Je pense qu’il est dans son délire austéritaire et il ne comprend toujours pas qu’il est responsable aujourd’hui. Pas seulement lui, parce qu’en tant que directeur de l’ARS il a construit ce projet de suppressions de lit et de personnels, mais en vérité le directeur du CHU de Nancy, les politiques, notamment le maire de Nancy, ont aussi porté le projet. Ils sont tous hypocrites. Aujourd’hui tout le monde se dit scandalisé mais ils ont tous porté le projet ensemble.

RP : C. Lannelongue expliquait même que c’était « un complot » de la CGT, disant que vous étiez au chaud vous les syndicalistes et que vous aviez voulu le mettre à mal. Vous pensez quoi de ces déclarations ?

Je pense qu’il est atteint de paranoïa sérieusement. En vérité je suis contente qu’il nous donne cette importance, mais c’est clairement ridicule. C’est eux qui sont au chaud vraiment. L’hôpital aujourd’hui ce ne sont pas que des soignants, il y a des travailleurs des plus précaires. Sans les non-soignants, rien ne tourne. Que ce soient les techniciens, travailleurs du nettoyage, ceux qui s’occupent du transport... Un hôpital tourne grâce aux travailleurs, et pas grâce à ces gens là qui nous méprisent aujourd’hui.

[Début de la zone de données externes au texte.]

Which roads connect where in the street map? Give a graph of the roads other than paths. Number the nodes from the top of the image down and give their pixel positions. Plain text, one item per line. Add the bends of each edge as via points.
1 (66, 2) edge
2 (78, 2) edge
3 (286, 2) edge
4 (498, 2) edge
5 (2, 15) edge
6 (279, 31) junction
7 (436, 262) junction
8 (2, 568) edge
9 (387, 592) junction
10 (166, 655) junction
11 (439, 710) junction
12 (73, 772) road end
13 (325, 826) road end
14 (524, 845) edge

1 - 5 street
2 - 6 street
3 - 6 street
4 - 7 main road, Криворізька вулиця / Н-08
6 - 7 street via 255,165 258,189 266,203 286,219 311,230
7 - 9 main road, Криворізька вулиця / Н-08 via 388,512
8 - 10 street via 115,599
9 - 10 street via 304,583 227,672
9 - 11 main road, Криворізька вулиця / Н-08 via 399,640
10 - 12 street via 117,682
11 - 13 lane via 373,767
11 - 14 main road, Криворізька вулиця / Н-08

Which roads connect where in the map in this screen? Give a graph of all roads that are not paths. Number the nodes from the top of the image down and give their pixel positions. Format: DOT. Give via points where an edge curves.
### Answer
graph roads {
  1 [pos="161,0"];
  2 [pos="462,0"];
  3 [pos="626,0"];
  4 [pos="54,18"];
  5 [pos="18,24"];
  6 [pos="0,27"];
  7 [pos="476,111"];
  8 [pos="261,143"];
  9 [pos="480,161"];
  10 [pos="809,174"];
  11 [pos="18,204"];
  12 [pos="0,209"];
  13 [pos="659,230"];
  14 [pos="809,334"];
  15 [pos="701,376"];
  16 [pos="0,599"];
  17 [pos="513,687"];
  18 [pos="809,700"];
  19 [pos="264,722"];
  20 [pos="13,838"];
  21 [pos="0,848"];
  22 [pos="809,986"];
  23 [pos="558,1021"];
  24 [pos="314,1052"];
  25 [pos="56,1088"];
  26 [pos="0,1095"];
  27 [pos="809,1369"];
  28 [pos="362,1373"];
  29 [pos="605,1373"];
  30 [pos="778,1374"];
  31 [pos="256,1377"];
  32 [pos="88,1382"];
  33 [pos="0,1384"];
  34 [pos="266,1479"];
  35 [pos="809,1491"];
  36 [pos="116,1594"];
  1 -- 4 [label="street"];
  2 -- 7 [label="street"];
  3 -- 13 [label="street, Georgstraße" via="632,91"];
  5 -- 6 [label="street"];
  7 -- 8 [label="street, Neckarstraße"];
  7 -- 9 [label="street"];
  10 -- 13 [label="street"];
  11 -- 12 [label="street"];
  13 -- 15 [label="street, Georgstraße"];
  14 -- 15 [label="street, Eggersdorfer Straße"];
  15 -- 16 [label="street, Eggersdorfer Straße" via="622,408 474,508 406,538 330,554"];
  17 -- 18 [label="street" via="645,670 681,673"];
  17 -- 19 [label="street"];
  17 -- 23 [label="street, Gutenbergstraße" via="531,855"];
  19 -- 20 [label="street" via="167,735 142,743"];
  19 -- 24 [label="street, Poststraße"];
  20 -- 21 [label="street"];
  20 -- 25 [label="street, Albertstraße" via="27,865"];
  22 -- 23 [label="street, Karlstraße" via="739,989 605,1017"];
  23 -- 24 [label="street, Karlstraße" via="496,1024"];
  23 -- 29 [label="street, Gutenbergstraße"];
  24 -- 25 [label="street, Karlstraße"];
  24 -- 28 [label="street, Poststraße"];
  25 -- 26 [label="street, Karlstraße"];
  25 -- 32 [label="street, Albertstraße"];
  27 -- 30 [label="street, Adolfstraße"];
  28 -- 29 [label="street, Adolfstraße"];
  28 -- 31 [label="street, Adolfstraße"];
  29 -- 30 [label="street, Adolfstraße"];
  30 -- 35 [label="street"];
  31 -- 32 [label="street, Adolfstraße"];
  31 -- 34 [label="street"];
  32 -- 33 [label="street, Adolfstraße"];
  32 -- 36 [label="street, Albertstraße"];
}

RP : O. Véran a décidé justement de limoger aujourd’hui Christophe Lannelongue, mais en vérité, même lui explique que c’est Agnès Buzyn et le ministère qui ont mis en place les directives.

Bah oui… Et même les précédents en fait. Ils sont tous responsables de cette situation-là. Lannelongue aujourd’hui c’est le fusible. Véran se rachète une conduite, Macron pareil. Mais le problème c’est qu’ils ont juste déclaré que les programmes de restructuration seraient juste « suspendus » pour l’heure. Je ne leur fais pas du tout confiance. Vu la situation dans laquelle on est, non.

RP : Ils expliquent qu’il vont suspendre des plans de restructuration qu’ils ont eux-mêmes lancés aujourd’hui et essaient de retourner la situation, expliquant même pour Macron qu’il y aura des investissements pour l’hôpital et que les soignants seront remerciés. Vous y croyez-vous ?

Moi je crois pas du tout à ces promesses. Je ne leur fais pas du tout confiance à ces personnages, qui ne s’occupent que de la finance et se moquent de la santé des gens. Alors qu’ils jouent les étonnés face à nos difficultés, on ne peut pas leur faire confiance pour organiser la société. Il faut aujourd’hui que ce soit ceux qui travaillent, qui savent de quoi ils parlent, qui établissent les projets. Parce que ce mec là ou Agnès Buzyn, elle ne sait pas de quoi elle parle. Aujourd’hui, ils reviennent sur le propos et font leur mea culpa, mais ce n’est pas entendable.

Que ce soit dans l’hospitaliers ou ailleurs, il n’y a que les personnes qui ont les mains dedans qui peuvent parler et qui savent les besoins. Aujourd’hui tous les gestionnaires qui ont fait des économies sur le dos de tout le monde, sont des ennemis.

RP : Avec Révolution Permanente, on revendique à la fois des mesures de soin d’urgence, comme les dépistages massifs, mais aussi par exemple que les activités non-essentielles soient arrêtées. Dans le Grand Est, PSA notamment souhaite rouvrir ses usines, vous en pensez quoi ?

C’est scandaleux. Macron aujourd’hui fait l’étonné des difficultés, mais il est clairement responsable de laisser les actionnaires se faire du fric sur l’exposition de leur salariés. C’es criminel, sans protections et même en vérité avec ça ne sert à rien. Aujourd’hui c’est le résumé d’une société qui marche sur la tête, avec une logique marchande. Faire fonctionner l’économie au-dessus de tout.